Limitations
This section collects important features of YDB that must be considered when designing applications and writing queries. For each feature, the current behavior and possible workarounds are described.
Transactions and isolation
Transaction isolation levels
YDB supports different isolation levels for row-oriented (OLTP) and column-oriented (OLAP) tables.
-
Row-oriented tables. Support transactions with Serializable,
Online Read-Only, and other isolation levels. This ensures strict consistency for OLTP workloads. -
Column-oriented tables. All operations are performed in the
Serializablemode. This guarantees that any analytical transaction works with a consistent data slice, as if no changes had occurred in the database.
The following section discusses the features of working with the Serializable mode in the context of analytical (OLAP) queries.
Features of Serializable isolation when working with data in parallel
The Serializable isolation level guarantees the absence of read anomalies, but imposes certain requirements on the design of ETL/ELT pipelines. Conflicts occur if data that a transaction has read or is about to change has been changed by another, already completed transaction.
Write-Write Conflict
Two parallel tasks try to write data to the same key range in the output table. The first task, which started execution but works slower, will be canceled when the commit attempt is made because the second, faster task has already changed these lines.
Possible solutions:
- Partitioning of the load: divide the input data so that parallel requests write data to different tables or keys. For example, process data by day or by user identifiers in different tasks;
- Using intermediate tables: each task writes the result to its own temporary table. After all tasks are completed, the data from the temporary tables is transferred to the final table in one transaction using
INSERT INTO ... SELECT FROM.
Read-Write Conflict
A long analytical query reads data from the raw_data table, which is also being written to at the same time. By the time the query completes reading and processing, the original table has already changed. YDB detects this and cancels the query to ensure consistency of the slice.
Solution
Using intermediate tables: create a temporary table with the necessary data and perform further processing with it. This fixes the data state and eliminates conflicts.
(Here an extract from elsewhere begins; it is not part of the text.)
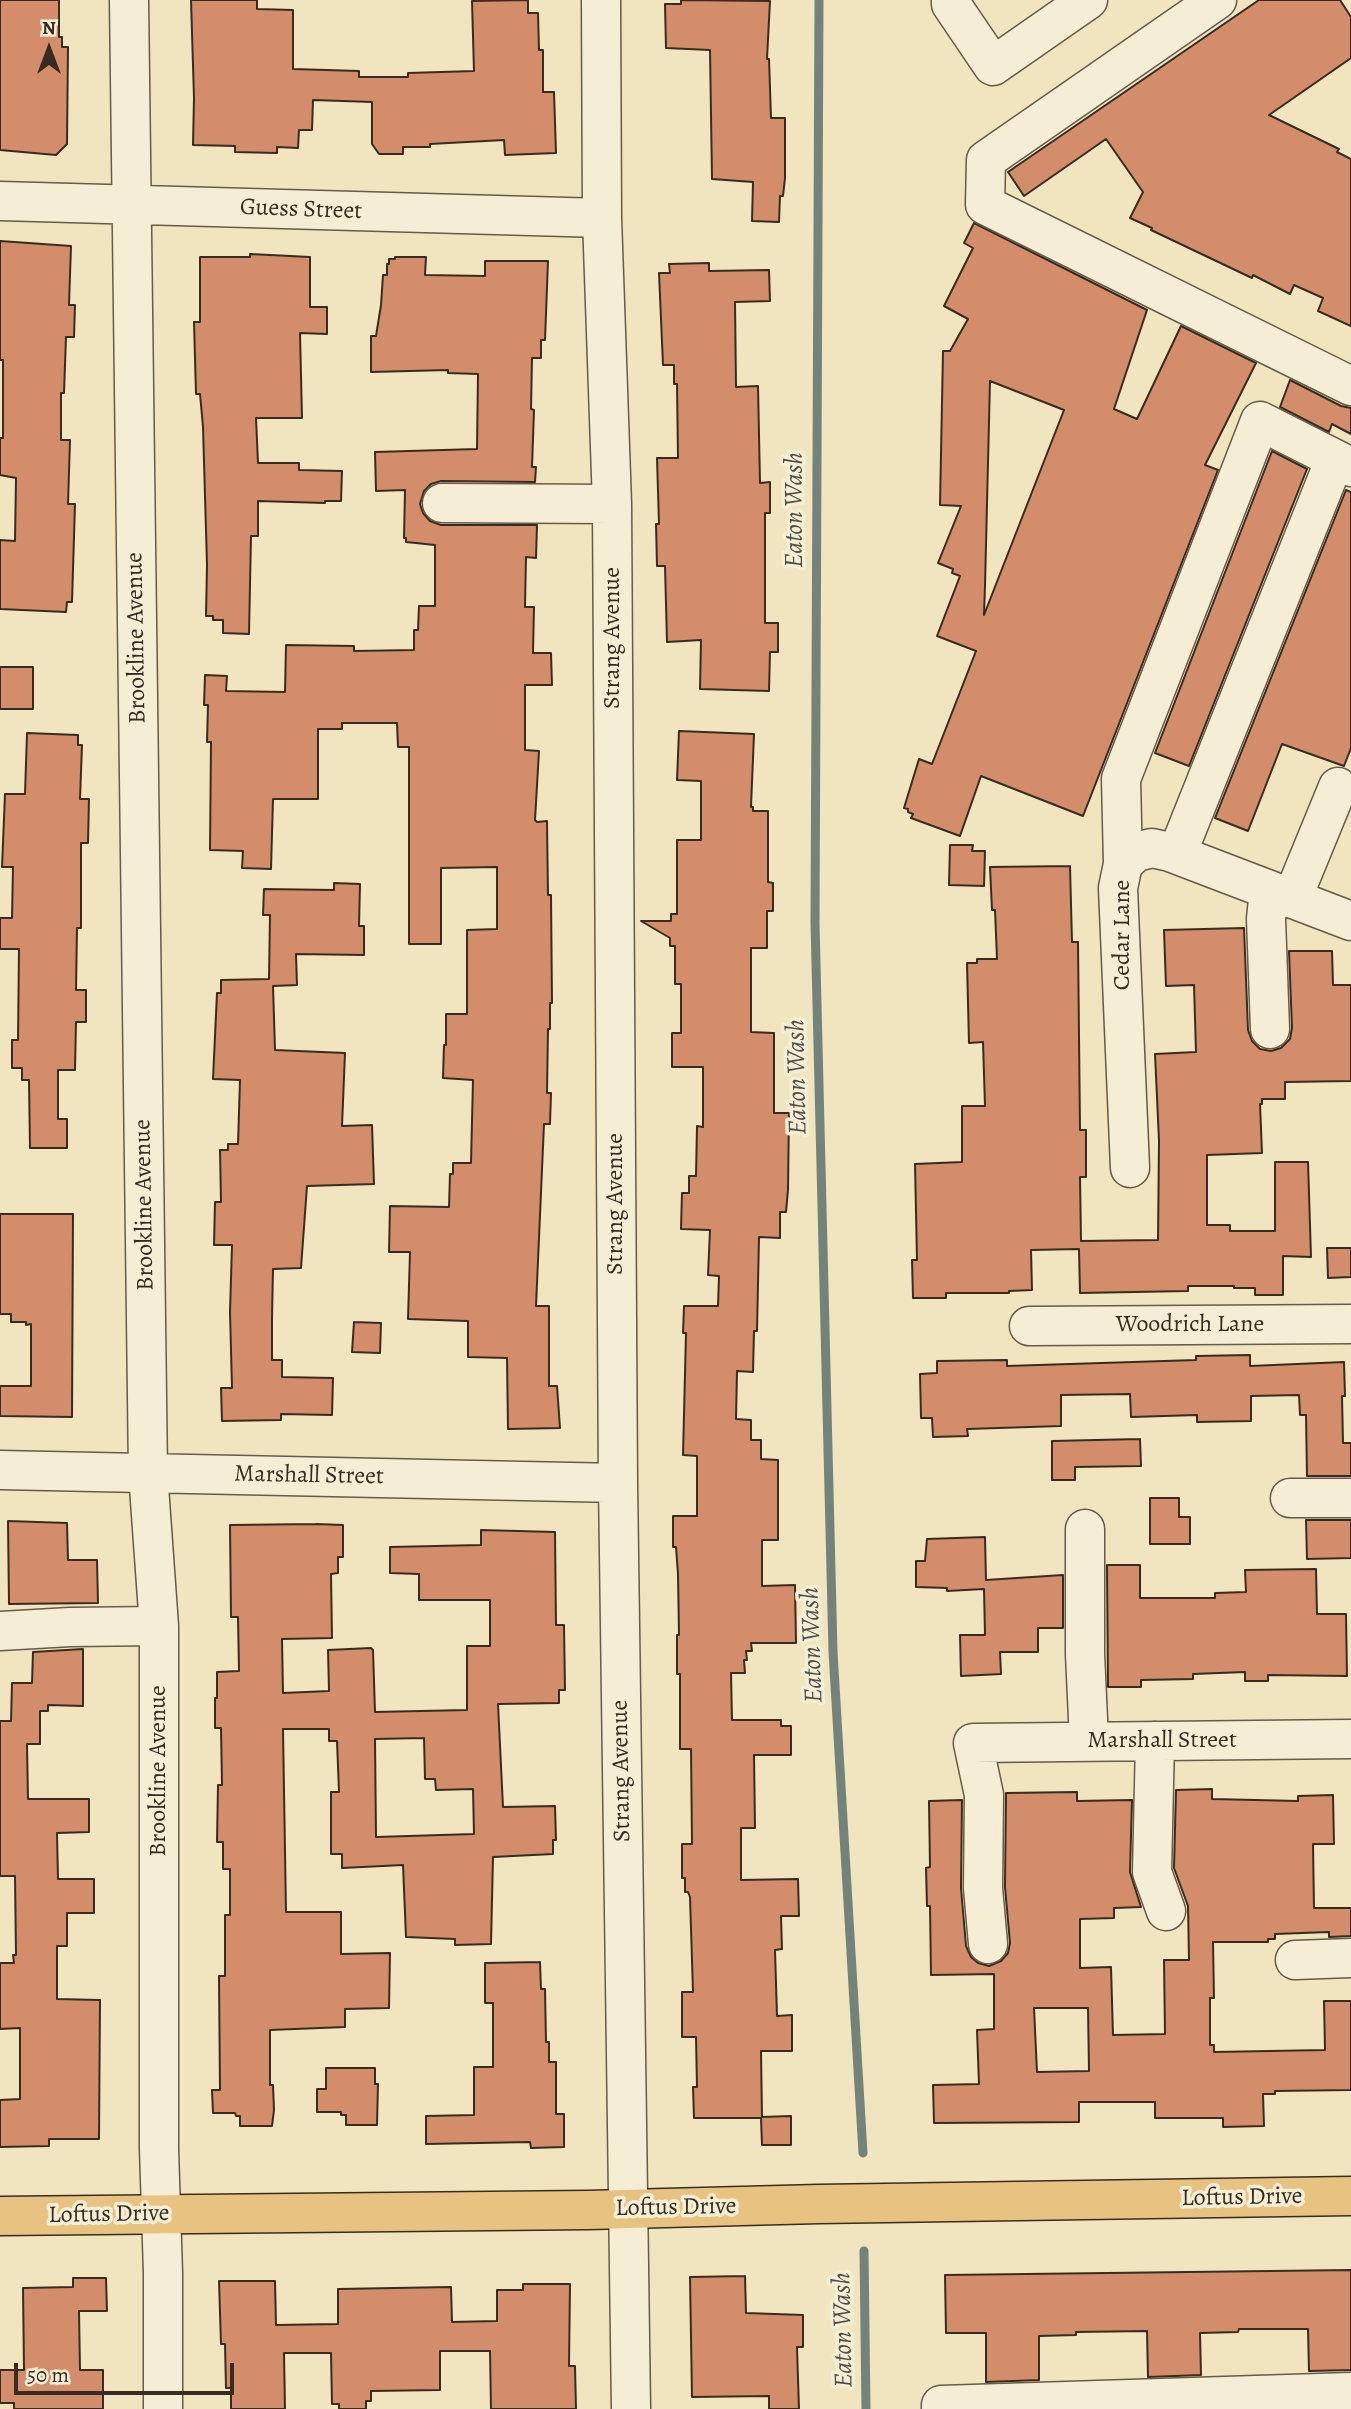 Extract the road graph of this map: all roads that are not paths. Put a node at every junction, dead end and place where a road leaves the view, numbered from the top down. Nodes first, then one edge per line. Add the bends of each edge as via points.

CREATE TABLE temp_snapshot AS SELECT * FROM raw_data WHERE ...;
-- Further work only with temp_snapshot
INSERT INTO processed_data SELECT process(t.*) FROM temp_snapshot AS t;
Modifying queries to column-oriented and row-oriented tables are prohibited
It is not possible to perform data modification (DML) operations simultaneously for both row-oriented and column-oriented tables within a single transaction.
Solution
Separate the logic into two sequential transactions. First, perform the operation on the row-oriented table, and after its successful completion, perform the operation on the column-oriented table (or vice versa, depending on the business logic).
Syntax features
Common table expression (CTE) are not supported
YQL does not support the syntax WITH ... AS (CTE). Instead, the mechanism of named expressions is used with variables starting with the $ sign.
Solution
Using named expressions (named expressions). This is a syntactic equivalent of CTE, which allows you to decompose complex queries.
Part of the query can be extracted into a separate expression and given a name starting with $ using the mechanism of named expressions. Such an expression can be used multiple times within a single query. It supports both table and scalar expressions.
-- declaration of a parameter
DECLARE $days AS Int32;
$cutoff = CurrentUtcTimestamp() - $days * Interval("P1D"); -- creation of a scalar named expression
-- creation of a table named expression
$base = (
SELECT *
FROM raw_events
WHERE event_ts >= $cutoff -- use of a scalar variable
);
-- use of a named expression
SELECT * FROM $base WHERE event_ts > CurrentUtcTimestamp()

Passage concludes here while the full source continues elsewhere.